## Exercise goal:
Quote the data below in full, please, without altering anything.

(Saved entries)
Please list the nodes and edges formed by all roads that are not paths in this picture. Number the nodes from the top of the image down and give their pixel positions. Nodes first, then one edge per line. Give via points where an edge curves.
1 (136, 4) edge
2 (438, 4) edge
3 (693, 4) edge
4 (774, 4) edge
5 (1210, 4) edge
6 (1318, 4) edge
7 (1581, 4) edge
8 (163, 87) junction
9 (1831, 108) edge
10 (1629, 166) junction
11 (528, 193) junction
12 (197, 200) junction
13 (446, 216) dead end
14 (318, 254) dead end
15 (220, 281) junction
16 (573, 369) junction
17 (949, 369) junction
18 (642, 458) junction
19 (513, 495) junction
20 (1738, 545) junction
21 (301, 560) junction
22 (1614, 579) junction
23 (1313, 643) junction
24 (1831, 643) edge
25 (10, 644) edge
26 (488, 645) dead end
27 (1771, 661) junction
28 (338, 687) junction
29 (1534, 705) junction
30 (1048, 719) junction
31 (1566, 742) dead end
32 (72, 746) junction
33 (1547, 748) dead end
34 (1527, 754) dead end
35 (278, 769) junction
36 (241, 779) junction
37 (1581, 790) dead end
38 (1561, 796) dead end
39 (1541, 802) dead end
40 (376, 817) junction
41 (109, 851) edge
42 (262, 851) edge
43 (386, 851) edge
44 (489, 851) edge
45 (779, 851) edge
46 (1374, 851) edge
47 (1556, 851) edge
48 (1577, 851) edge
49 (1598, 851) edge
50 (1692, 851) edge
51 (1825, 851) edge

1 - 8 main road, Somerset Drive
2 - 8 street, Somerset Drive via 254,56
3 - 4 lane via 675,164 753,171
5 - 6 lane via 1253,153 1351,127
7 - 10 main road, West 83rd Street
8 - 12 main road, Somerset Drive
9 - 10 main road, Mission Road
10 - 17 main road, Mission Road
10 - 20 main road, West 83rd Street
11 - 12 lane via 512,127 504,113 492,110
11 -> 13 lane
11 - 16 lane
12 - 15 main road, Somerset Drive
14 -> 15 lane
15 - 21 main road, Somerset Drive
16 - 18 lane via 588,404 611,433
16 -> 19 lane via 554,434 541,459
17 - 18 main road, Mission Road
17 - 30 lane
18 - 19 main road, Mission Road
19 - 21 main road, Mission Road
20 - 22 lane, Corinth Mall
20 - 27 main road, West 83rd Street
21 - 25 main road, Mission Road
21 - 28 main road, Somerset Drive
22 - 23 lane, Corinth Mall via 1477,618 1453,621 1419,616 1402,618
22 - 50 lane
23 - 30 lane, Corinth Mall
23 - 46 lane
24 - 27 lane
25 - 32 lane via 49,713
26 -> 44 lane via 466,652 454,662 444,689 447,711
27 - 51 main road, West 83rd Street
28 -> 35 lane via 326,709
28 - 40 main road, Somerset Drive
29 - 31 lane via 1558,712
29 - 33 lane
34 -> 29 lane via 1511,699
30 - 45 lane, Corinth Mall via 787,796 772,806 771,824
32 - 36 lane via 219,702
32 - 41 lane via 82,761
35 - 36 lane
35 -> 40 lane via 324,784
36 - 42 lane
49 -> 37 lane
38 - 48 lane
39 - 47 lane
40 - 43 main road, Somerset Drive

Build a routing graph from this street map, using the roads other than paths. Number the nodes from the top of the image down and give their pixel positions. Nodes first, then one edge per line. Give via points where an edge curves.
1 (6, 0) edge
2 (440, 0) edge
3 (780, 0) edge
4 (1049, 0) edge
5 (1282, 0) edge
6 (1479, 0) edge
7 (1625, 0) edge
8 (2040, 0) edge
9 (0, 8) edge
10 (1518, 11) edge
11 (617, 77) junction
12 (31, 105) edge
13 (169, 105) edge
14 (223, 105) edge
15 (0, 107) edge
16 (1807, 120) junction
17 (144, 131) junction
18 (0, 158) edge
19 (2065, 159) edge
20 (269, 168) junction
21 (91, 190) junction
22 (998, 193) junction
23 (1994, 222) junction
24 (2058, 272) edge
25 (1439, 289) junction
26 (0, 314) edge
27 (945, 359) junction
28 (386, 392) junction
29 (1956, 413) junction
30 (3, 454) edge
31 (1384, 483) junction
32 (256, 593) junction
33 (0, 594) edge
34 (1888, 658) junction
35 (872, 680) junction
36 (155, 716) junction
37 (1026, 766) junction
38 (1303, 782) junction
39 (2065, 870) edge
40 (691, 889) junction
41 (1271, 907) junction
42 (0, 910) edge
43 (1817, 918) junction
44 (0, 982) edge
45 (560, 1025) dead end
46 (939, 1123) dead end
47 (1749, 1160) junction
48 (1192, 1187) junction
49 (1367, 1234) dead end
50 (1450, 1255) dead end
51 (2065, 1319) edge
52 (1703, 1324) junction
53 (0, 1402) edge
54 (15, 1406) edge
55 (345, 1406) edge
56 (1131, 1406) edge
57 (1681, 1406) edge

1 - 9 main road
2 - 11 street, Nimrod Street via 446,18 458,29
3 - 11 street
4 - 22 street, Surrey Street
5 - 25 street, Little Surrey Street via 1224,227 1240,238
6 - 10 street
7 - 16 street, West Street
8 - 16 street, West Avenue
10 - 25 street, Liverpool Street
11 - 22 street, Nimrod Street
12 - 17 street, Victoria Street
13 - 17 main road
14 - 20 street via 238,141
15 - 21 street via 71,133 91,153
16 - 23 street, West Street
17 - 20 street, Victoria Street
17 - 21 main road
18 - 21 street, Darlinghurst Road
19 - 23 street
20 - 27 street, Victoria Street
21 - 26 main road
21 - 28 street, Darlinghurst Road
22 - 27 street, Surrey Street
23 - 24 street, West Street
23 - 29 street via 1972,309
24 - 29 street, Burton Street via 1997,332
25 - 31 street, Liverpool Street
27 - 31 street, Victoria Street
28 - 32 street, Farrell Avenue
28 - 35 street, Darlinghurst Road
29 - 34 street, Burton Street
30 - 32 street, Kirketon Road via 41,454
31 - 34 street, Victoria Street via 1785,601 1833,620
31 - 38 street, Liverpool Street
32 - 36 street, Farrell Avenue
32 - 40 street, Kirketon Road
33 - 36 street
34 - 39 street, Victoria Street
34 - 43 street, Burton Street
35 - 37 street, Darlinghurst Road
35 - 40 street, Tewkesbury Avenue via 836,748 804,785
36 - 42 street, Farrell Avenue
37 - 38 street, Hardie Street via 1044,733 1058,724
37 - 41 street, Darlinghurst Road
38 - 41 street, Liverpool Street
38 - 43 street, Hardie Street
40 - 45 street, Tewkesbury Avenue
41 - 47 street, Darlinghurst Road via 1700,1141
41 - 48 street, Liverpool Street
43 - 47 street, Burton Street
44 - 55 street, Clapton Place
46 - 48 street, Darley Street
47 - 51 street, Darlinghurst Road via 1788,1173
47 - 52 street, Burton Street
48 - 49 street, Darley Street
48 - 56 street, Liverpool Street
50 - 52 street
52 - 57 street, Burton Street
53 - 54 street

## Response for this exercise:
Please list the nodes and edges formed by all roads that are not paths in this picture. Number the nodes from the top of the image down and give their pixel positions. Nodes first, then one edge per line. Give via points where an edge curves.
1 (136, 4) edge
2 (438, 4) edge
3 (693, 4) edge
4 (774, 4) edge
5 (1210, 4) edge
6 (1318, 4) edge
7 (1581, 4) edge
8 (163, 87) junction
9 (1831, 108) edge
10 (1629, 166) junction
11 (528, 193) junction
12 (197, 200) junction
13 (446, 216) dead end
14 (318, 254) dead end
15 (220, 281) junction
16 (573, 369) junction
17 (949, 369) junction
18 (642, 458) junction
19 (513, 495) junction
20 (1738, 545) junction
21 (301, 560) junction
22 (1614, 579) junction
23 (1313, 643) junction
24 (1831, 643) edge
25 (10, 644) edge
26 (488, 645) dead end
27 (1771, 661) junction
28 (338, 687) junction
29 (1534, 705) junction
30 (1048, 719) junction
31 (1566, 742) dead end
32 (72, 746) junction
33 (1547, 748) dead end
34 (1527, 754) dead end
35 (278, 769) junction
36 (241, 779) junction
37 (1581, 790) dead end
38 (1561, 796) dead end
39 (1541, 802) dead end
40 (376, 817) junction
41 (109, 851) edge
42 (262, 851) edge
43 (386, 851) edge
44 (489, 851) edge
45 (779, 851) edge
46 (1374, 851) edge
47 (1556, 851) edge
48 (1577, 851) edge
49 (1598, 851) edge
50 (1692, 851) edge
51 (1825, 851) edge

1 - 8 main road, Somerset Drive
2 - 8 street, Somerset Drive via 254,56
3 - 4 lane via 675,164 753,171
5 - 6 lane via 1253,153 1351,127
7 - 10 main road, West 83rd Street
8 - 12 main road, Somerset Drive
9 - 10 main road, Mission Road
10 - 17 main road, Mission Road
10 - 20 main road, West 83rd Street
11 - 12 lane via 512,127 504,113 492,110
11 -> 13 lane
11 - 16 lane
12 - 15 main road, Somerset Drive
14 -> 15 lane
15 - 21 main road, Somerset Drive
16 - 18 lane via 588,404 611,433
16 -> 19 lane via 554,434 541,459
17 - 18 main road, Mission Road
17 - 30 lane
18 - 19 main road, Mission Road
19 - 21 main road, Mission Road
20 - 22 lane, Corinth Mall
20 - 27 main road, West 83rd Street
21 - 25 main road, Mission Road
21 - 28 main road, Somerset Drive
22 - 23 lane, Corinth Mall via 1477,618 1453,621 1419,616 1402,618
22 - 50 lane
23 - 30 lane, Corinth Mall
23 - 46 lane
24 - 27 lane
25 - 32 lane via 49,713
26 -> 44 lane via 466,652 454,662 444,689 447,711
27 - 51 main road, West 83rd Street
28 -> 35 lane via 326,709
28 - 40 main road, Somerset Drive
29 - 31 lane via 1558,712
29 - 33 lane
34 -> 29 lane via 1511,699
30 - 45 lane, Corinth Mall via 787,796 772,806 771,824
32 - 36 lane via 219,702
32 - 41 lane via 82,761
35 - 36 lane
35 -> 40 lane via 324,784
36 - 42 lane
49 -> 37 lane
38 - 48 lane
39 - 47 lane
40 - 43 main road, Somerset Drive

Build a routing graph from this street map, using the roads other than paths. Number the nodes from the top of the image down and give their pixel positions. Nodes first, then one edge per line. Give via points where an edge curves.
1 (6, 0) edge
2 (440, 0) edge
3 (780, 0) edge
4 (1049, 0) edge
5 (1282, 0) edge
6 (1479, 0) edge
7 (1625, 0) edge
8 (2040, 0) edge
9 (0, 8) edge
10 (1518, 11) edge
11 (617, 77) junction
12 (31, 105) edge
13 (169, 105) edge
14 (223, 105) edge
15 (0, 107) edge
16 (1807, 120) junction
17 (144, 131) junction
18 (0, 158) edge
19 (2065, 159) edge
20 (269, 168) junction
21 (91, 190) junction
22 (998, 193) junction
23 (1994, 222) junction
24 (2058, 272) edge
25 (1439, 289) junction
26 (0, 314) edge
27 (945, 359) junction
28 (386, 392) junction
29 (1956, 413) junction
30 (3, 454) edge
31 (1384, 483) junction
32 (256, 593) junction
33 (0, 594) edge
34 (1888, 658) junction
35 (872, 680) junction
36 (155, 716) junction
37 (1026, 766) junction
38 (1303, 782) junction
39 (2065, 870) edge
40 (691, 889) junction
41 (1271, 907) junction
42 (0, 910) edge
43 (1817, 918) junction
44 (0, 982) edge
45 (560, 1025) dead end
46 (939, 1123) dead end
47 (1749, 1160) junction
48 (1192, 1187) junction
49 (1367, 1234) dead end
50 (1450, 1255) dead end
51 (2065, 1319) edge
52 (1703, 1324) junction
53 (0, 1402) edge
54 (15, 1406) edge
55 (345, 1406) edge
56 (1131, 1406) edge
57 (1681, 1406) edge

1 - 9 main road
2 - 11 street, Nimrod Street via 446,18 458,29
3 - 11 street
4 - 22 street, Surrey Street
5 - 25 street, Little Surrey Street via 1224,227 1240,238
6 - 10 street
7 - 16 street, West Street
8 - 16 street, West Avenue
10 - 25 street, Liverpool Street
11 - 22 street, Nimrod Street
12 - 17 street, Victoria Street
13 - 17 main road
14 - 20 street via 238,141
15 - 21 street via 71,133 91,153
16 - 23 street, West Street
17 - 20 street, Victoria Street
17 - 21 main road
18 - 21 street, Darlinghurst Road
19 - 23 street
20 - 27 street, Victoria Street
21 - 26 main road
21 - 28 street, Darlinghurst Road
22 - 27 street, Surrey Street
23 - 24 street, West Street
23 - 29 street via 1972,309
24 - 29 street, Burton Street via 1997,332
25 - 31 street, Liverpool Street
27 - 31 street, Victoria Street
28 - 32 street, Farrell Avenue
28 - 35 street, Darlinghurst Road
29 - 34 street, Burton Street
30 - 32 street, Kirketon Road via 41,454
31 - 34 street, Victoria Street via 1785,601 1833,620
31 - 38 street, Liverpool Street
32 - 36 street, Farrell Avenue
32 - 40 street, Kirketon Road
33 - 36 street
34 - 39 street, Victoria Street
34 - 43 street, Burton Street
35 - 37 street, Darlinghurst Road
35 - 40 street, Tewkesbury Avenue via 836,748 804,785
36 - 42 street, Farrell Avenue
37 - 38 street, Hardie Street via 1044,733 1058,724
37 - 41 street, Darlinghurst Road
38 - 41 street, Liverpool Street
38 - 43 street, Hardie Street
40 - 45 street, Tewkesbury Avenue
41 - 47 street, Darlinghurst Road via 1700,1141
41 - 48 street, Liverpool Street
43 - 47 street, Burton Street
44 - 55 street, Clapton Place
46 - 48 street, Darley Street
47 - 51 street, Darlinghurst Road via 1788,1173
47 - 52 street, Burton Street
48 - 49 street, Darley Street
48 - 56 street, Liverpool Street
50 - 52 street
52 - 57 street, Burton Street
53 - 54 street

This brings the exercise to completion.